In the next updates, I’m planning to boost accuracy and stability by adding a Kalman Filter. This should help filter out sensor noise and provide a more adaptive solution.
These are the preliminary measurement results. The BC234 transistor cuts off the load when the cell voltage drops to 2.8 V. However, after disconnection, the measured cell voltage rises back above 2.8 V. This causes the microcontroller to switch the transistor and load back on, resulting in cyclical on/off behavior. Clearly, this issue will need to be resolved.

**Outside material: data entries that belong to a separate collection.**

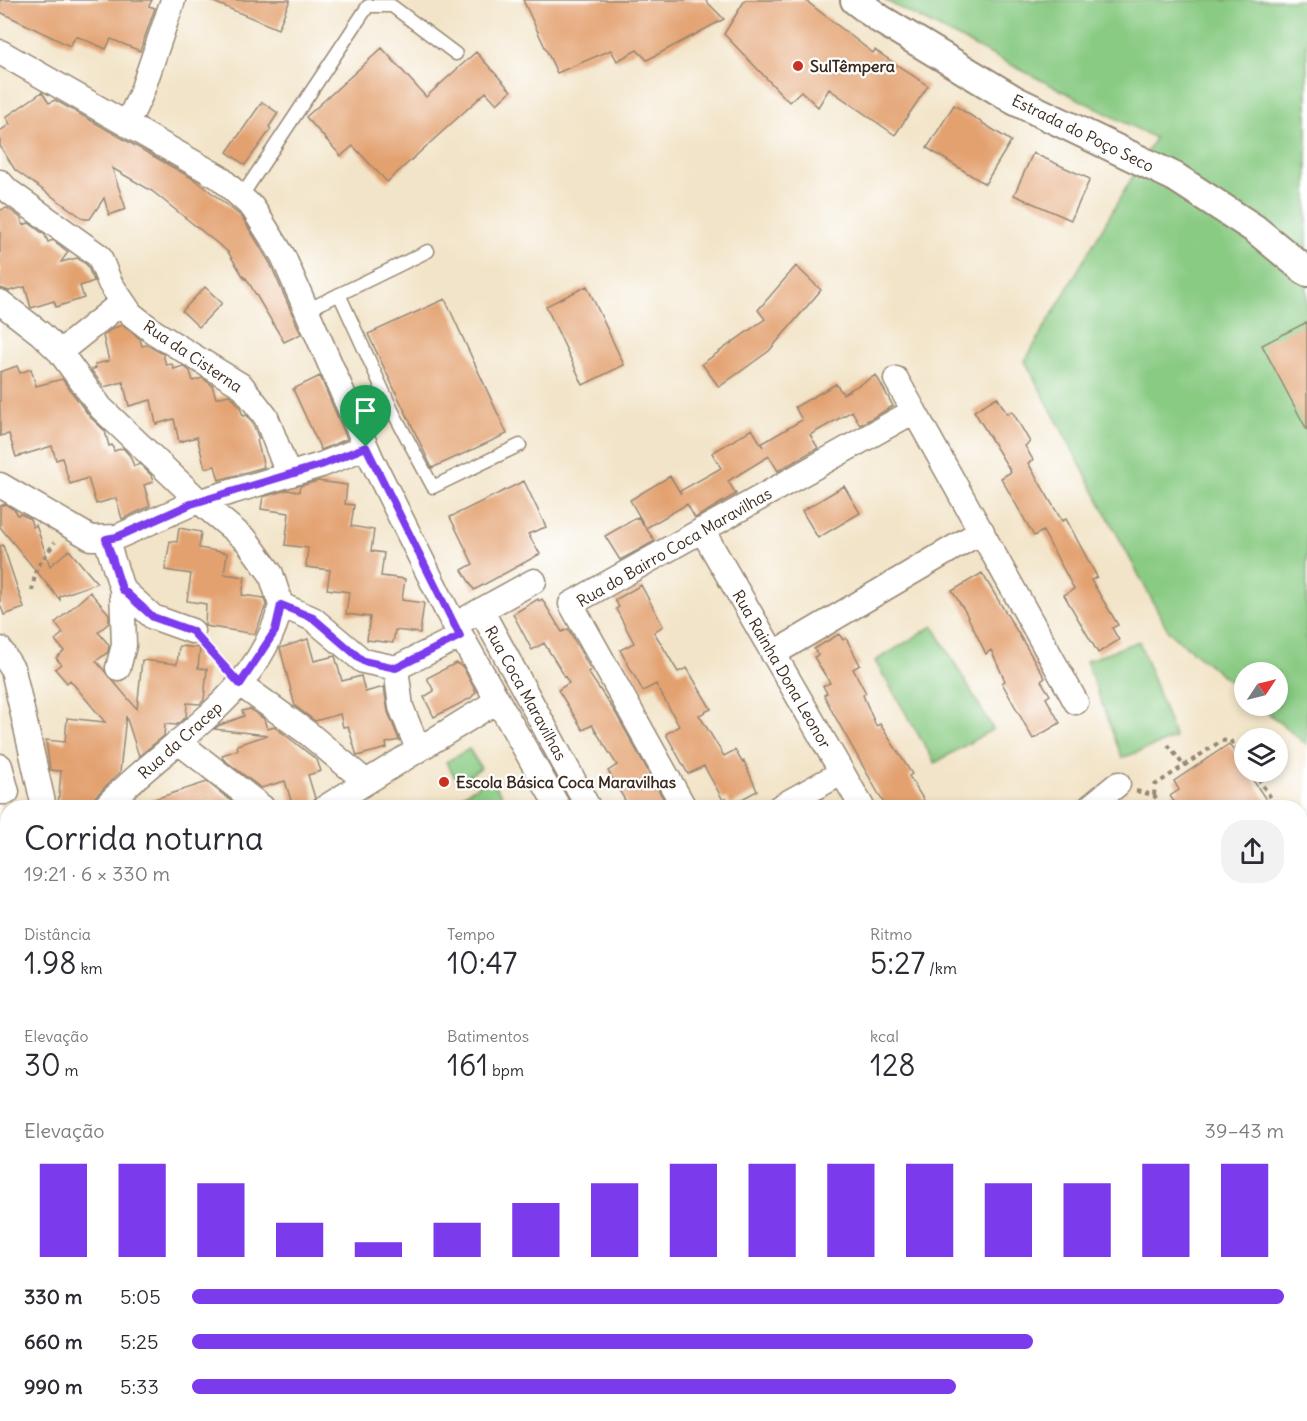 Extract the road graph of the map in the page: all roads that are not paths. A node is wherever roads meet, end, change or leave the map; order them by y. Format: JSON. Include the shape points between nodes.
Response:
{"nodes":[{"id":1,"x":173,"y":0,"type":"edge"},
{"id":2,"x":855,"y":0,"type":"edge"},
{"id":3,"x":0,"y":52,"type":"edge"},
{"id":4,"x":456,"y":54,"type":"dead end"},
{"id":5,"x":127,"y":124,"type":"junction"},
{"id":6,"x":0,"y":182,"type":"edge"},
{"id":7,"x":241,"y":197,"type":"junction"},
{"id":8,"x":428,"y":251,"type":"dead end"},
{"id":9,"x":1307,"y":272,"type":"edge"},
{"id":10,"x":339,"y":294,"type":"junction"},
{"id":11,"x":0,"y":302,"type":"edge"},
{"id":12,"x":121,"y":303,"type":"junction"},
{"id":13,"x":307,"y":310,"type":"junction"},
{"id":14,"x":60,"y":352,"type":"junction"},
{"id":15,"x":896,"y":379,"type":"dead end"},
{"id":16,"x":914,"y":411,"type":"junction"},
{"id":17,"x":520,"y":445,"type":"dead end"},
{"id":18,"x":366,"y":447,"type":"junction"},
{"id":19,"x":288,"y":474,"type":"junction"},
{"id":20,"x":0,"y":485,"type":"edge"},
{"id":21,"x":200,"y":502,"type":"junction"},
{"id":22,"x":702,"y":530,"type":"junction"},
{"id":23,"x":982,"y":531,"type":"junction"},
{"id":24,"x":106,"y":539,"type":"junction"},
{"id":25,"x":534,"y":581,"type":"dead end"},
{"id":26,"x":122,"y":589,"type":"junction"},
{"id":27,"x":281,"y":605,"type":"junction"},
{"id":28,"x":480,"y":610,"type":"junction"},
{"id":29,"x":457,"y":630,"type":"junction"},
{"id":30,"x":192,"y":631,"type":"road end"},
{"id":31,"x":0,"y":649,"type":"edge"},
{"id":32,"x":773,"y":654,"type":"junction"},
{"id":33,"x":118,"y":668,"type":"dead end"},
{"id":34,"x":396,"y":668,"type":"junction"},
{"id":35,"x":240,"y":684,"type":"junction"},
{"id":36,"x":497,"y":700,"type":"junction"},
{"id":37,"x":1076,"y":702,"type":"dead end"},
{"id":38,"x":180,"y":743,"type":"junction"},
{"id":39,"x":418,"y":749,"type":"junction"},
{"id":40,"x":0,"y":766,"type":"edge"},
{"id":41,"x":841,"y":773,"type":"junction"},
{"id":42,"x":365,"y":781,"type":"junction"},
{"id":43,"x":1117,"y":785,"type":"road end"},
{"id":44,"x":0,"y":792,"type":"edge"},
{"id":45,"x":42,"y":800,"type":"edge"},
{"id":46,"x":117,"y":800,"type":"edge"},
{"id":47,"x":253,"y":800,"type":"edge"},
{"id":48,"x":336,"y":800,"type":"edge"},
{"id":49,"x":554,"y":800,"type":"edge"},
{"id":50,"x":584,"y":800,"type":"edge"},
{"id":51,"x":680,"y":800,"type":"edge"},
{"id":52,"x":793,"y":800,"type":"edge"},
{"id":53,"x":858,"y":800,"type":"edge"},
{"id":54,"x":1099,"y":800,"type":"edge"}],
"edges":[{"from":1,"to":5,"type":"street"},
{"from":2,"to":9,"type":"street","name":"Estrada do Poço Seco","via":[[1016,101],[1175,177],[1255,230]]},
{"from":3,"to":5,"type":"street"},
{"from":4,"to":7,"type":"lane","via":[[392,6],[368,6]]},
{"from":5,"to":7,"type":"street","via":[[219,177]]},
{"from":6,"to":12,"type":"street","name":"Rua da Cisterna","via":[[99,256]]},
{"from":7,"to":13,"type":"street","via":[[253,208],[283,256]]},
{"from":8,"to":10,"type":"lane"},
{"from":10,"to":13,"type":"lane"},
{"from":10,"to":17,"type":"lane","via":[[392,410],[433,487]]},
{"from":11,"to":14,"type":"street"},
{"from":12,"to":14,"type":"street"},
{"from":12,"to":19,"type":"street","name":"Rua da Cisterna","via":[[154,332],[242,386],[266,417]]},
{"from":13,"to":18,"type":"street"},
{"from":14,"to":21,"type":"street","via":[[102,408]]},
{"from":15,"to":16,"type":"street"},
{"from":16,"to":22,"type":"street","name":"Rua do Bairro Coca Maravilhas"},
{"from":16,"to":23,"type":"street"},
{"from":18,"to":19,"type":"street"},
{"from":18,"to":29,"type":"street"},
{"from":19,"to":21,"type":"street"},
{"from":20,"to":24,"type":"street","via":[[92,538]]},
{"from":21,"to":24,"type":"street"},
{"from":21,"to":27,"type":"street","via":[[247,541],[271,574]]},
{"from":22,"to":32,"type":"street","name":"Rua Rainha Dona Leonor"},
{"from":22,"to":51,"type":"street","name":"Rua do Bairro Coca Maravilhas","via":[[571,604]]},
{"from":23,"to":32,"type":"street"},
{"from":23,"to":37,"type":"street"},
{"from":24,"to":26,"type":"street"},
{"from":25,"to":28,"type":"street"},
{"from":26,"to":30,"type":"street","via":[[153,617]]},
{"from":26,"to":33,"type":"street","via":[[124,645]]},
{"from":27,"to":34,"type":"street","via":[[313,618],[363,661]]},
{"from":27,"to":35,"type":"street","name":"Rua da Cracep","via":[[275,631]]},
{"from":28,"to":29,"type":"street"},
{"from":28,"to":50,"type":"street","name":"Rua Coca Maravilhas"},
{"from":29,"to":34,"type":"street"},
{"from":29,"to":36,"type":"street"},
{"from":31,"to":45,"type":"street","via":[[13,670]]},
{"from":32,"to":41,"type":"street","name":"Rua Rainha Dona Leonor"},
{"from":34,"to":39,"type":"street","via":[[401,707]]},
{"from":35,"to":38,"type":"street","name":"Rua da Cracep"},
{"from":35,"to":42,"type":"street"},
{"from":36,"to":39,"type":"street"},
{"from":36,"to":49,"type":"street"},
{"from":38,"to":46,"type":"street","name":"Rua da Cracep"},
{"from":38,"to":47,"type":"street"},
{"from":39,"to":42,"type":"street"},
{"from":40,"to":44,"type":"street","via":[[8,792]]},
{"from":41,"to":52,"type":"street"},
{"from":41,"to":53,"type":"street","name":"Rua Rainha Dona Leonor"},
{"from":42,"to":48,"type":"street"},
{"from":43,"to":54,"type":"street"}]}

Unfortunately, I couldn’t use the INA219 sensor (maximum current of 3.2 A) which is much more suitable for this application, because it was damaged during soldering. Instead, the current was measured using an ACS758LCB-050B (maximum current of 50 A, sensitivity 40 mV/A). The output voltage was sampled by the Nucleo’s 12‑bit ADC. As a result, the readings show significant noise, and the ADC’s limited resolution is also evident — quantization effects can clearly be seen as discrete voltage steps.
I’m certain it will be interesting to compare the INA219 to the ACS758, as the two sensors differ so much in terms of design and performance.
Numerical integration performed using the rectangular method resulted in a total energy of 6.75 Wh and a total charge of 1826 mAh. In the next measurement, I will try to compare these results with data from a more accurate INA219 sensor and also apply the trapezoidal method for numerical integration.